**** Dataset records
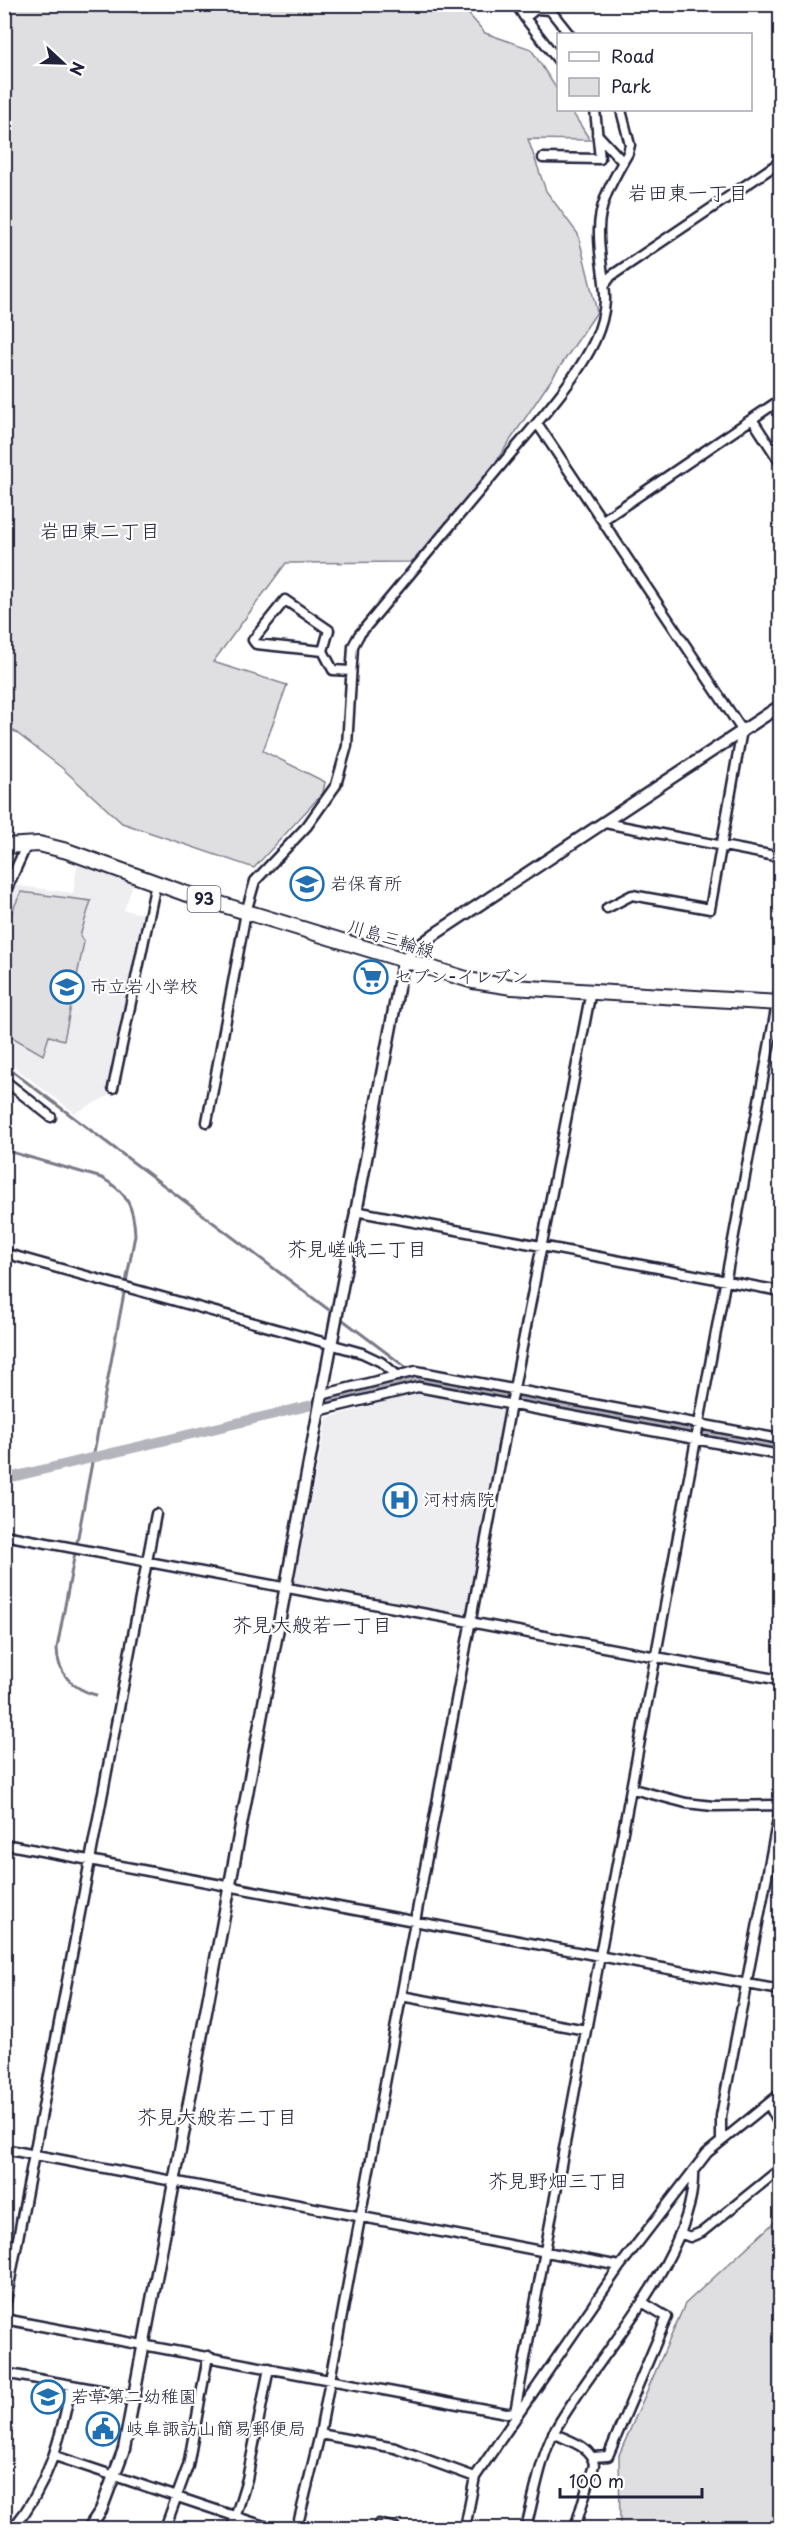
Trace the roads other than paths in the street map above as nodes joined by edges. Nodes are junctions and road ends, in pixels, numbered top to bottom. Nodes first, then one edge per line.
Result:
1 (516, 4) edge
2 (560, 4) edge
3 (550, 10) junction
4 (525, 18) junction
5 (568, 33) edge
6 (557, 59) edge
7 (595, 111) edge
8 (621, 111) edge
9 (597, 134) junction
10 (543, 158) dead end
11 (623, 162) junction
12 (780, 162) edge
13 (606, 283) junction
14 (780, 400) edge
15 (752, 419) junction
16 (537, 423) junction
17 (780, 462) edge
18 (603, 520) junction
19 (323, 651) junction
20 (351, 671) junction
21 (780, 706) edge
22 (742, 730) junction
23 (605, 823) junction
24 (27, 844) junction
25 (720, 845) junction
26 (4, 846) edge
27 (780, 857) edge
28 (156, 883) junction
29 (4, 895) edge
30 (607, 908) dead end
31 (246, 912) junction
32 (403, 962) junction
33 (780, 988) edge
34 (591, 991) junction
35 (779, 1002) edge
36 (4, 1080) edge
37 (113, 1088) dead end
38 (51, 1117) dead end
39 (207, 1122) dead end
40 (355, 1211) junction
41 (542, 1247) junction
42 (4, 1253) edge
43 (726, 1281) junction
44 (780, 1292) edge
45 (330, 1345) junction
46 (398, 1376) junction
47 (514, 1390) junction
48 (321, 1395) junction
49 (511, 1404) junction
50 (318, 1411) junction
51 (701, 1425) junction
52 (780, 1439) edge
53 (698, 1440) junction
54 (780, 1455) edge
55 (156, 1514) dead end
56 (4, 1535) edge
57 (147, 1560) junction
58 (284, 1587) junction
59 (472, 1622) junction
60 (657, 1658) junction
61 (780, 1680) edge
62 (633, 1789) junction
63 (780, 1807) edge
64 (4, 1844) edge
65 (91, 1860) junction
66 (229, 1886) junction
67 (415, 1921) junction
68 (601, 1956) junction
69 (748, 1984) junction
70 (780, 1990) edge
71 (401, 1996) junction
72 (586, 2030) junction
73 (780, 2094) edge
74 (769, 2105) junction
75 (780, 2126) edge
76 (721, 2141) junction
77 (4, 2148) edge
78 (34, 2154) junction
79 (780, 2169) edge
80 (693, 2171) junction
81 (173, 2181) junction
82 (360, 2216) junction
83 (681, 2233) junction
84 (545, 2252) junction
85 (620, 2266) junction
86 (642, 2302) junction
87 (4, 2312) edge
88 (4, 2319) edge
89 (142, 2343) junction
90 (208, 2356) junction
91 (269, 2368) junction
92 (4, 2373) edge
93 (328, 2379) junction
94 (71, 2385) junction
95 (133, 2396) junction
96 (516, 2414) junction
97 (553, 2433) junction
98 (320, 2434) junction
99 (55, 2456) junction
100 (593, 2457) junction
101 (115, 2476) junction
102 (475, 2477) junction
103 (178, 2497) junction
104 (237, 2517) junction
105 (13, 2529) edge
106 (89, 2529) edge
107 (165, 2529) edge
108 (232, 2529) edge
109 (270, 2529) edge
110 (297, 2529) edge
111 (378, 2529) edge
112 (395, 2529) edge
113 (465, 2529) edge
114 (526, 2529) edge
115 (576, 2529) edge

1 - 4 street
2 - 3 street
3 - 4 street
3 - 5 street
4 - 6 street
7 - 9 street
8 - 11 street
9 - 10 street
9 - 11 street
11 - 13 street
12 - 13 street
13 - 16 street
14 - 15 street
15 - 17 street
15 - 18 street
16 - 18 street
16 - 20 street
18 - 22 street
19 - 19 street
19 - 20 street
20 - 31 street
21 - 22 street
22 - 23 street
22 - 25 street
23 - 25 street
23 - 32 street
24 - 26 main road, 川島三輪線 / 93
24 - 28 main road, 川島三輪線 / 93
24 - 29 street
25 - 27 street
25 - 30 street
28 - 31 main road, 川島三輪線 / 93
28 - 37 street
31 - 32 main road, 川島三輪線 / 93
31 - 39 street
32 - 34 main road, 川島三輪線 / 93
32 - 40 street
33 - 35 street
34 - 35 main road, 川島三輪線 / 93
34 - 41 street
35 - 43 street
36 - 38 street
40 - 41 street
40 - 45 street
41 - 43 street
41 - 47 street
42 - 45 street
43 - 44 street
43 - 51 street
45 - 46 street
45 - 48 street
46 - 47 street
46 - 48 street
47 - 49 street
47 - 51 street
48 - 50 street
49 - 50 street
49 - 53 street
49 - 59 street
50 - 58 street
51 - 52 street
51 - 53 street
53 - 54 street
53 - 60 street
55 - 57 street
56 - 57 street
57 - 58 street
57 - 65 street
58 - 59 street
58 - 66 street
59 - 60 street
59 - 67 street
60 - 61 street
60 - 62 street
62 - 63 street
62 - 68 street
63 - 69 street
64 - 65 street
65 - 66 street
65 - 78 street
66 - 67 street
66 - 81 street
67 - 68 street
67 - 71 street
68 - 69 street
68 - 72 street
69 - 70 street
69 - 76 street
71 - 72 street
71 - 82 street
72 - 84 street
73 - 74 street
74 - 75 street
74 - 76 street
76 - 80 street
77 - 78 street
78 - 81 street
78 - 87 street
79 - 83 street
80 - 83 street
80 - 85 street
81 - 82 street
81 - 89 street
82 - 84 street
82 - 93 street
83 - 86 street
84 - 85 street
84 - 96 street
85 - 96 street
86 - 97 street
86 - 100 street
88 - 89 street
89 - 90 street
89 - 95 street
90 - 91 street
90 - 103 street
91 - 93 street
91 - 104 street
92 - 94 street
93 - 96 street
93 - 98 street
94 - 95 street
94 - 99 street
95 - 101 street
96 - 102 street
97 - 100 street
97 - 114 street
98 - 102 street
98 - 110 street
99 - 101 street
99 - 105 street
100 - 115 street
101 - 103 street
101 - 106 street
102 - 113 street
103 - 104 street
103 - 107 street
104 - 108 street
104 - 109 street
111 - 112 street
********
> _Instructions to follow_
Every line of the records above should be copied exactly, while the pictures are left behind.

> _Response area_
Trace the roads other than paths in the street map above as nodes joined by edges. Nodes are junctions and road ends, in pixels, numbered top to bottom. Nodes first, then one edge per line.
Result:
1 (516, 4) edge
2 (560, 4) edge
3 (550, 10) junction
4 (525, 18) junction
5 (568, 33) edge
6 (557, 59) edge
7 (595, 111) edge
8 (621, 111) edge
9 (597, 134) junction
10 (543, 158) dead end
11 (623, 162) junction
12 (780, 162) edge
13 (606, 283) junction
14 (780, 400) edge
15 (752, 419) junction
16 (537, 423) junction
17 (780, 462) edge
18 (603, 520) junction
19 (323, 651) junction
20 (351, 671) junction
21 (780, 706) edge
22 (742, 730) junction
23 (605, 823) junction
24 (27, 844) junction
25 (720, 845) junction
26 (4, 846) edge
27 (780, 857) edge
28 (156, 883) junction
29 (4, 895) edge
30 (607, 908) dead end
31 (246, 912) junction
32 (403, 962) junction
33 (780, 988) edge
34 (591, 991) junction
35 (779, 1002) edge
36 (4, 1080) edge
37 (113, 1088) dead end
38 (51, 1117) dead end
39 (207, 1122) dead end
40 (355, 1211) junction
41 (542, 1247) junction
42 (4, 1253) edge
43 (726, 1281) junction
44 (780, 1292) edge
45 (330, 1345) junction
46 (398, 1376) junction
47 (514, 1390) junction
48 (321, 1395) junction
49 (511, 1404) junction
50 (318, 1411) junction
51 (701, 1425) junction
52 (780, 1439) edge
53 (698, 1440) junction
54 (780, 1455) edge
55 (156, 1514) dead end
56 (4, 1535) edge
57 (147, 1560) junction
58 (284, 1587) junction
59 (472, 1622) junction
60 (657, 1658) junction
61 (780, 1680) edge
62 (633, 1789) junction
63 (780, 1807) edge
64 (4, 1844) edge
65 (91, 1860) junction
66 (229, 1886) junction
67 (415, 1921) junction
68 (601, 1956) junction
69 (748, 1984) junction
70 (780, 1990) edge
71 (401, 1996) junction
72 (586, 2030) junction
73 (780, 2094) edge
74 (769, 2105) junction
75 (780, 2126) edge
76 (721, 2141) junction
77 (4, 2148) edge
78 (34, 2154) junction
79 (780, 2169) edge
80 (693, 2171) junction
81 (173, 2181) junction
82 (360, 2216) junction
83 (681, 2233) junction
84 (545, 2252) junction
85 (620, 2266) junction
86 (642, 2302) junction
87 (4, 2312) edge
88 (4, 2319) edge
89 (142, 2343) junction
90 (208, 2356) junction
91 (269, 2368) junction
92 (4, 2373) edge
93 (328, 2379) junction
94 (71, 2385) junction
95 (133, 2396) junction
96 (516, 2414) junction
97 (553, 2433) junction
98 (320, 2434) junction
99 (55, 2456) junction
100 (593, 2457) junction
101 (115, 2476) junction
102 (475, 2477) junction
103 (178, 2497) junction
104 (237, 2517) junction
105 (13, 2529) edge
106 (89, 2529) edge
107 (165, 2529) edge
108 (232, 2529) edge
109 (270, 2529) edge
110 (297, 2529) edge
111 (378, 2529) edge
112 (395, 2529) edge
113 (465, 2529) edge
114 (526, 2529) edge
115 (576, 2529) edge

1 - 4 street
2 - 3 street
3 - 4 street
3 - 5 street
4 - 6 street
7 - 9 street
8 - 11 street
9 - 10 street
9 - 11 street
11 - 13 street
12 - 13 street
13 - 16 street
14 - 15 street
15 - 17 street
15 - 18 street
16 - 18 street
16 - 20 street
18 - 22 street
19 - 19 street
19 - 20 street
20 - 31 street
21 - 22 street
22 - 23 street
22 - 25 street
23 - 25 street
23 - 32 street
24 - 26 main road, 川島三輪線 / 93
24 - 28 main road, 川島三輪線 / 93
24 - 29 street
25 - 27 street
25 - 30 street
28 - 31 main road, 川島三輪線 / 93
28 - 37 street
31 - 32 main road, 川島三輪線 / 93
31 - 39 street
32 - 34 main road, 川島三輪線 / 93
32 - 40 street
33 - 35 street
34 - 35 main road, 川島三輪線 / 93
34 - 41 street
35 - 43 street
36 - 38 street
40 - 41 street
40 - 45 street
41 - 43 street
41 - 47 street
42 - 45 street
43 - 44 street
43 - 51 street
45 - 46 street
45 - 48 street
46 - 47 street
46 - 48 street
47 - 49 street
47 - 51 street
48 - 50 street
49 - 50 street
49 - 53 street
49 - 59 street
50 - 58 street
51 - 52 street
51 - 53 street
53 - 54 street
53 - 60 street
55 - 57 street
56 - 57 street
57 - 58 street
57 - 65 street
58 - 59 street
58 - 66 street
59 - 60 street
59 - 67 street
60 - 61 street
60 - 62 street
62 - 63 street
62 - 68 street
63 - 69 street
64 - 65 street
65 - 66 street
65 - 78 street
66 - 67 street
66 - 81 street
67 - 68 street
67 - 71 street
68 - 69 street
68 - 72 street
69 - 70 street
69 - 76 street
71 - 72 street
71 - 82 street
72 - 84 street
73 - 74 street
74 - 75 street
74 - 76 street
76 - 80 street
77 - 78 street
78 - 81 street
78 - 87 street
79 - 83 street
80 - 83 street
80 - 85 street
81 - 82 street
81 - 89 street
82 - 84 street
82 - 93 street
83 - 86 street
84 - 85 street
84 - 96 street
85 - 96 street
86 - 97 street
86 - 100 street
88 - 89 street
89 - 90 street
89 - 95 street
90 - 91 street
90 - 103 street
91 - 93 street
91 - 104 street
92 - 94 street
93 - 96 street
93 - 98 street
94 - 95 street
94 - 99 street
95 - 101 street
96 - 102 street
97 - 100 street
97 - 114 street
98 - 102 street
98 - 110 street
99 - 101 street
99 - 105 street
100 - 115 street
101 - 103 street
101 - 106 street
102 - 113 street
103 - 104 street
103 - 107 street
104 - 108 street
104 - 109 street
111 - 112 street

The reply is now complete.